§ **What you are asked to do**
Your task is to filter the data below down to the lines holding "Drive".

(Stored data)
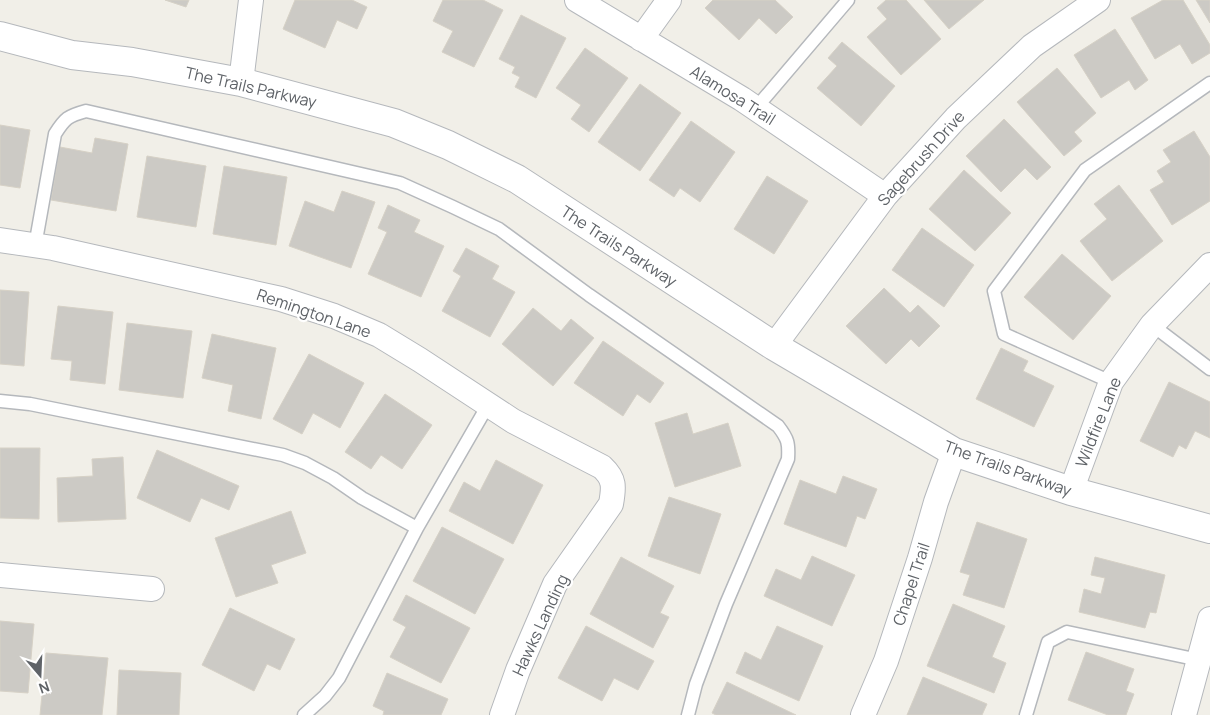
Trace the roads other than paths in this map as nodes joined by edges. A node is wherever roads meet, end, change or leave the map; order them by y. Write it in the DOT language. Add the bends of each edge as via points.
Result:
graph roads {
  1 [pos="251,0"];
  2 [pos="577,0"];
  3 [pos="669,0"];
  4 [pos="848,0"];
  5 [pos="1098,0"];
  6 [pos="0,36"];
  7 [pos="641,39"];
  8 [pos="241,82"];
  9 [pos="1210,83"];
  10 [pos="756,108"];
  11 [pos="885,196"];
  12 [pos="0,240"];
  13 [pos="35,246"];
  14 [pos="1210,265"];
  15 [pos="1152,326"];
  16 [pos="774,346"];
  17 [pos="1210,369"];
  18 [pos="1110,382"];
  19 [pos="0,400"];
  20 [pos="488,405"];
  21 [pos="954,452"];
  22 [pos="613,488"];
  23 [pos="1070,491"];
  24 [pos="417,528"];
  25 [pos="1210,529"];
  26 [pos="0,575"];
  27 [pos="152,589"];
  28 [pos="1210,619"];
  29 [pos="1200,660"];
  30 [pos="304,715"];
  31 [pos="503,715"];
  32 [pos="688,715"];
  33 [pos="863,715"];
  34 [pos="1026,715"];
  35 [pos="1184,715"];
  1 -- 8 [label="street"];
  2 -- 7 [label="street, Alamosa Trail"];
  3 -- 7 [label="street"];
  4 -- 10 [label="lane"];
  5 -- 11 [label="street, Sagebrush Drive" via="1032,46 956,118"];
  6 -- 8 [label="street, The Trails Parkway" via="72,55 132,62"];
  7 -- 10 [label="street, Alamosa Trail"];
  8 -- 16 [label="street, The Trails Parkway" via="394,123 517,179"];
  9 -- 18 [label="lane" via="1085,170 994,291 1004,334"];
  10 -- 11 [label="street, Alamosa Trail"];
  11 -- 16 [label="street, Sagebrush Drive"];
  12 -- 13 [label="street, Remington Lane"];
  13 -- 20 [label="street, Remington Lane" via="281,299 334,316 379,335"];
  13 -- 32 [label="lane" via="55,134 72,115 86,111 400,183 499,229 588,295 778,426 786,436 788,460 726,604"];
  14 -- 15 [label="street, Wildfire Lane"];
  15 -- 17 [label="lane"];
  15 -- 18 [label="street, Wildfire Lane"];
  16 -- 21 [label="street, The Trails Parkway"];
  18 -- 23 [label="street, Wildfire Lane"];
  19 -- 24 [label="lane" via="284,455 333,478"];
  20 -- 22 [label="street, Remington Lane" via="602,467 610,475"];
  20 -- 24 [label="lane"];
  21 -- 23 [label="street, The Trails Parkway"];
  21 -- 33 [label="street, Chapel Trail" via="886,661"];
  22 -- 31 [label="street, Hawks Landing" via="611,504 555,584 518,670"];
  23 -- 25 [label="street, The Trails Parkway"];
  24 -- 30 [label="lane" via="339,678"];
  26 -- 27 [label="street"];
  28 -- 29 [label="street"];
  29 -- 34 [label="lane" via="1067,632 1048,642"];
  29 -- 35 [label="street"];
}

§ **Finished exercise**
  5 -- 11 [label="street, Sagebrush Drive" via="1032,46 956,118"];
  11 -- 16 [label="street, Sagebrush Drive"];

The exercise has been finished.